Other lost vessels that were wrecked at this site include the steamships Arbutus, Northern Yacht, Martha and the Gothendurg, as well as numerous other wooden schooners and brigs. Again using our new sounder we quickly located some wreckage on the south west side of the reef. A shot was dropped and descended down through the water to land inside a large boiler.

We quickly kitted up and arrived on the seabed to find ourselves in a veritable ships grave yard. Everywhere around us lay wreckage from the numerous vessels that have been lost on this reef. We explored through the debris which included numerous boilers, winches and piles of rusting steel plate.
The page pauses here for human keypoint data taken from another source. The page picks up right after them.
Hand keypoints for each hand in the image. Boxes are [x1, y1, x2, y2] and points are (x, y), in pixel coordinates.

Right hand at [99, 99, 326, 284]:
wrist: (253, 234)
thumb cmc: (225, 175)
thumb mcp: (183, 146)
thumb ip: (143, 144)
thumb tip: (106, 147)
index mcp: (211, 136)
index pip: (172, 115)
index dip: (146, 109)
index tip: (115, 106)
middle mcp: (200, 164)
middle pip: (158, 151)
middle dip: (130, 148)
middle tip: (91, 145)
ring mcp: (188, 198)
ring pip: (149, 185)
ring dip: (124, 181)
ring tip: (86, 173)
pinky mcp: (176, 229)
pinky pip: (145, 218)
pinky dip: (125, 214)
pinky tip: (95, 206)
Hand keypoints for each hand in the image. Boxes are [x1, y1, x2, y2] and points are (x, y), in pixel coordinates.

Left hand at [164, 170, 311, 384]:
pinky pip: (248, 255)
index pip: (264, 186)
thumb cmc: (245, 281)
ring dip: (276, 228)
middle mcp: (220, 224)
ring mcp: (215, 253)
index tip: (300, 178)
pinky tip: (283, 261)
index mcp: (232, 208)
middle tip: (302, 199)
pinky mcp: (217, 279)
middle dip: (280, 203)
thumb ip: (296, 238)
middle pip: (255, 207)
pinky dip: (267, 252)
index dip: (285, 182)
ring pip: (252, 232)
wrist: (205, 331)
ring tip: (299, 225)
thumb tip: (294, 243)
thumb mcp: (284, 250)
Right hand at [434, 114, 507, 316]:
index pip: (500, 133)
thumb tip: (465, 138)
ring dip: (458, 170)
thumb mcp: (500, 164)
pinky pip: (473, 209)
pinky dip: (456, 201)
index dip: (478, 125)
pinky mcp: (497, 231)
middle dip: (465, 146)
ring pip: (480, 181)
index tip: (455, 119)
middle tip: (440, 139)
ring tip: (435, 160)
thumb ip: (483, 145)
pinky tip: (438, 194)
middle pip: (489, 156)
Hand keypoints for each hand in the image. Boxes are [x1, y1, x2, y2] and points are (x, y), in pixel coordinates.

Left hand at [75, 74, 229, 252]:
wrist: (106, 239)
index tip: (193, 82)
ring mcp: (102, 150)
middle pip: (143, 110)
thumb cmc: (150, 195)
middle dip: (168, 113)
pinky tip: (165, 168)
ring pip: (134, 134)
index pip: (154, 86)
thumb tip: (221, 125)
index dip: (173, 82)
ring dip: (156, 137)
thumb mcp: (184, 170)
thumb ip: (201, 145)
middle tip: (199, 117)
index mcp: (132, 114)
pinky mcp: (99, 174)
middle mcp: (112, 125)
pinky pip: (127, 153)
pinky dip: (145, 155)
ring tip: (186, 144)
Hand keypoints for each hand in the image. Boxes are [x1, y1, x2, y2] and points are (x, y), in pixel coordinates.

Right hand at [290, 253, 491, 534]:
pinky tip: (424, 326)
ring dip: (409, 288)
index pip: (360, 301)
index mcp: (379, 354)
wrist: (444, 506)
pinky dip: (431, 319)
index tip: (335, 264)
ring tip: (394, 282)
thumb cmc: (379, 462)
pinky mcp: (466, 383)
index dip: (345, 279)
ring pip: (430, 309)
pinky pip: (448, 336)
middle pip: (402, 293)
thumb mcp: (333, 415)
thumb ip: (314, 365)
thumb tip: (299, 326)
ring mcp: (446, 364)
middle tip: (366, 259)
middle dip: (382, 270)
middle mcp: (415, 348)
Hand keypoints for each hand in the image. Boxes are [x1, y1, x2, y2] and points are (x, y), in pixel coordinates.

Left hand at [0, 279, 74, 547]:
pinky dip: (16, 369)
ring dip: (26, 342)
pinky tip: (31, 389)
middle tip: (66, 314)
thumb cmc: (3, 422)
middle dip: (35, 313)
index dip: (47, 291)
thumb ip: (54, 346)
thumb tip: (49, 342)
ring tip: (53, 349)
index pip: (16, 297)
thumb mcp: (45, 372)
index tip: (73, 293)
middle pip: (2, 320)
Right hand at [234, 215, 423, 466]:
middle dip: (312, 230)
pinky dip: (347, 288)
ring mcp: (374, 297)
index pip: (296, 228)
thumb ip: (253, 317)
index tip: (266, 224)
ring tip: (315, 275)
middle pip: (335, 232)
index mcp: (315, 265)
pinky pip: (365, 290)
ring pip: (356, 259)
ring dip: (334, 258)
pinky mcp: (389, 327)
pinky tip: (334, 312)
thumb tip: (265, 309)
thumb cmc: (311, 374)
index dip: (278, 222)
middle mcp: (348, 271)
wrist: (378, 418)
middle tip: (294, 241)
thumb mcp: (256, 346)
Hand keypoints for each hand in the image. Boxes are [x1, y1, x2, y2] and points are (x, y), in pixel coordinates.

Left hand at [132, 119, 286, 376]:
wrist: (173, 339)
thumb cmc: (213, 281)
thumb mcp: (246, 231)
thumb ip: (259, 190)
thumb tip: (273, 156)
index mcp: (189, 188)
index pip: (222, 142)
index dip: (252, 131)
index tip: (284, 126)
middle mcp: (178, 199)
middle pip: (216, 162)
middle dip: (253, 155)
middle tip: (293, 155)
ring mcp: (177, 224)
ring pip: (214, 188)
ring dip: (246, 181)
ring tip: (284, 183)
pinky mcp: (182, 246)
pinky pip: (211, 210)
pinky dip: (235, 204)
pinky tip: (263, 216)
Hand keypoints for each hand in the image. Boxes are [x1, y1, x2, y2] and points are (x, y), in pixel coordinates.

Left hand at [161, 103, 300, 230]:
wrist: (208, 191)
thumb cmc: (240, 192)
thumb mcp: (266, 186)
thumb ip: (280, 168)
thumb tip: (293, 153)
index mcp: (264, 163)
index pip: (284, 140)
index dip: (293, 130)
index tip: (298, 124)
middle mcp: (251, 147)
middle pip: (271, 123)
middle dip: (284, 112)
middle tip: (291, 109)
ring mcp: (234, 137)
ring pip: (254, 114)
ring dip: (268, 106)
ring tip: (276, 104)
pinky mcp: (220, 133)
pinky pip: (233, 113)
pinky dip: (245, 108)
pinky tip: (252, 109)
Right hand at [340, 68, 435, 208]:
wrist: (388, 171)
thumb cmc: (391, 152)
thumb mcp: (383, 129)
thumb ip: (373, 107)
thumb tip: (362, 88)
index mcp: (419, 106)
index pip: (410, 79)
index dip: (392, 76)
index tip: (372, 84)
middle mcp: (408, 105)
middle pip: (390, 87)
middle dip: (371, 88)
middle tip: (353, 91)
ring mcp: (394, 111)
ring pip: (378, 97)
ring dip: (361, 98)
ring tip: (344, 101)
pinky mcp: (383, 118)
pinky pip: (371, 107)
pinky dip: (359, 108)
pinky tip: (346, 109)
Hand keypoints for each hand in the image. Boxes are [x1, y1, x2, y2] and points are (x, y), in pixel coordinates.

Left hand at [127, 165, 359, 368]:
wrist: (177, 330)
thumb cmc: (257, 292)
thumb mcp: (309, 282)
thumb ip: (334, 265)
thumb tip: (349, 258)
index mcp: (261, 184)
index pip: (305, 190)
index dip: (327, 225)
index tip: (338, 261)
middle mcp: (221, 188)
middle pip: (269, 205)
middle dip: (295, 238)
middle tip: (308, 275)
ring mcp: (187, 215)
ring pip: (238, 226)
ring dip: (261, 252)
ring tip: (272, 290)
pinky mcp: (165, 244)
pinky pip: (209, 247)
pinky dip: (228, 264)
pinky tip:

We also came across an old iron propeller half buried in the sand. Marine life including numerous lobsters has now taken up residence in this jumble of wreckage. We came across a large male lumpsucker fish, loyally guarding its nest of eggs secreted in some steel plates.

After 30 minutes and with the tide starting to increase we again sent up our DSMB’s and drifted across the wreckage below slowly ascending back to the surface.